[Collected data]
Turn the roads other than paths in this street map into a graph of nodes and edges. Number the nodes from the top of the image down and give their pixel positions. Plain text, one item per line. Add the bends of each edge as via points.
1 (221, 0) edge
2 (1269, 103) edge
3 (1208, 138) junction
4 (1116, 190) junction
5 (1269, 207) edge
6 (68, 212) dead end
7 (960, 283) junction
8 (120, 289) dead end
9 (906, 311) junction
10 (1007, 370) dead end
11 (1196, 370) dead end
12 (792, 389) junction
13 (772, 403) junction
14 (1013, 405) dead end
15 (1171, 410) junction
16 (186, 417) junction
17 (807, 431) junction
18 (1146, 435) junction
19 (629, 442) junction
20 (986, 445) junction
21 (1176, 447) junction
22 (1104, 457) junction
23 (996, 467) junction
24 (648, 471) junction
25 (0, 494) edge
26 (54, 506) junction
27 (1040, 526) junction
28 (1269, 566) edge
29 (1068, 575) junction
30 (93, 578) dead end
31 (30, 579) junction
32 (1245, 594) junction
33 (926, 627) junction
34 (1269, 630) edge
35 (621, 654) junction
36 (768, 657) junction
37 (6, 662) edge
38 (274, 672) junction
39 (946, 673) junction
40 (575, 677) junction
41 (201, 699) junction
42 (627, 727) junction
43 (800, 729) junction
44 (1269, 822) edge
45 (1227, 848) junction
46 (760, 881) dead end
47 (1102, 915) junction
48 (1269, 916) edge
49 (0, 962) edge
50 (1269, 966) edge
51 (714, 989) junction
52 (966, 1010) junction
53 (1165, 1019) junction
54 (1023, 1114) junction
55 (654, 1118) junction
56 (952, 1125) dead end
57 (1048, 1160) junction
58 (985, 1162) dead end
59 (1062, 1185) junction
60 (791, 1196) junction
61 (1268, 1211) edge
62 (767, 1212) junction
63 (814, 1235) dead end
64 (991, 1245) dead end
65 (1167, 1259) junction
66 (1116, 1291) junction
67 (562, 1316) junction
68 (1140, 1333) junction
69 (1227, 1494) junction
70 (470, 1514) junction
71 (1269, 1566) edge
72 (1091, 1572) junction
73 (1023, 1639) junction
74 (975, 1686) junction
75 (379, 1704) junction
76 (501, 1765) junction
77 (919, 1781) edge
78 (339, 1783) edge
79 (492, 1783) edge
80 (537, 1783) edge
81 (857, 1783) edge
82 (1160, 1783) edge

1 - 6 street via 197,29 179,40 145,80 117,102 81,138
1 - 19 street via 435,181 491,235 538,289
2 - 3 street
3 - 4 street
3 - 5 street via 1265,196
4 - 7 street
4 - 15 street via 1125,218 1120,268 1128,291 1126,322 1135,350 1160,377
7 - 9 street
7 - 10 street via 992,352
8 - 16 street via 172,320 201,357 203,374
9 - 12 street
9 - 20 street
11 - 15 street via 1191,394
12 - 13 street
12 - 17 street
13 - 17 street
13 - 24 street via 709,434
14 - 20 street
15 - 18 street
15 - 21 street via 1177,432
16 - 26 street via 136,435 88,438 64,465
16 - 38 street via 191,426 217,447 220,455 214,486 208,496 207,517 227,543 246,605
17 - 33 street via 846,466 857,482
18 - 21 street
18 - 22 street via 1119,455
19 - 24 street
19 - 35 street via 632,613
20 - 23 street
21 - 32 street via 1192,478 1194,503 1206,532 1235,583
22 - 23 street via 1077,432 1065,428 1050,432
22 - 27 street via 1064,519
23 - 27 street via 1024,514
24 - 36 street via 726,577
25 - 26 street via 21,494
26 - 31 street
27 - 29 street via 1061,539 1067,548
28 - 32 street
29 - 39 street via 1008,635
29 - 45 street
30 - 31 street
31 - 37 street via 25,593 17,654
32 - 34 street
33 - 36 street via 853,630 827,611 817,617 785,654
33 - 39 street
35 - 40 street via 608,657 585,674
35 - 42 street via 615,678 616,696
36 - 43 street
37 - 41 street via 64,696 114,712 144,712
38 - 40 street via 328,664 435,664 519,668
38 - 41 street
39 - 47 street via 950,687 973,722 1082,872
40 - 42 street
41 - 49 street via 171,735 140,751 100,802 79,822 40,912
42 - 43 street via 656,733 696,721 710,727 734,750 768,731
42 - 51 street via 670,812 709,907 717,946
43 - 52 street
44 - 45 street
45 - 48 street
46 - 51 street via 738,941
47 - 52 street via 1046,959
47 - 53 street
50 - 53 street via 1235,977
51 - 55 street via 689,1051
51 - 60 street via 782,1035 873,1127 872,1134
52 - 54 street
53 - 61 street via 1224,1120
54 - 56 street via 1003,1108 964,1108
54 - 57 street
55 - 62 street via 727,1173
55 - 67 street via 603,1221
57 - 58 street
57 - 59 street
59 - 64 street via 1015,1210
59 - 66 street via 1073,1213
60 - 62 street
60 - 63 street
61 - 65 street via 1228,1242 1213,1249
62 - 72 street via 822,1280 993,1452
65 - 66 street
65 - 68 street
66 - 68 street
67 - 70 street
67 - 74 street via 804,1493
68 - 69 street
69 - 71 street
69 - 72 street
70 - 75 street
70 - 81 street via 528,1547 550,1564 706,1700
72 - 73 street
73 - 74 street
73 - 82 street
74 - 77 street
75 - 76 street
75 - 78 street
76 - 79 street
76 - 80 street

- _WHAT THIS TASK INVOLVES_
The answer must be every line of the records that holds the string "dead".

- _OUTPUT_
6 (68, 212) dead end
8 (120, 289) dead end
10 (1007, 370) dead end
11 (1196, 370) dead end
14 (1013, 405) dead end
30 (93, 578) dead end
46 (760, 881) dead end
56 (952, 1125) dead end
58 (985, 1162) dead end
63 (814, 1235) dead end
64 (991, 1245) dead end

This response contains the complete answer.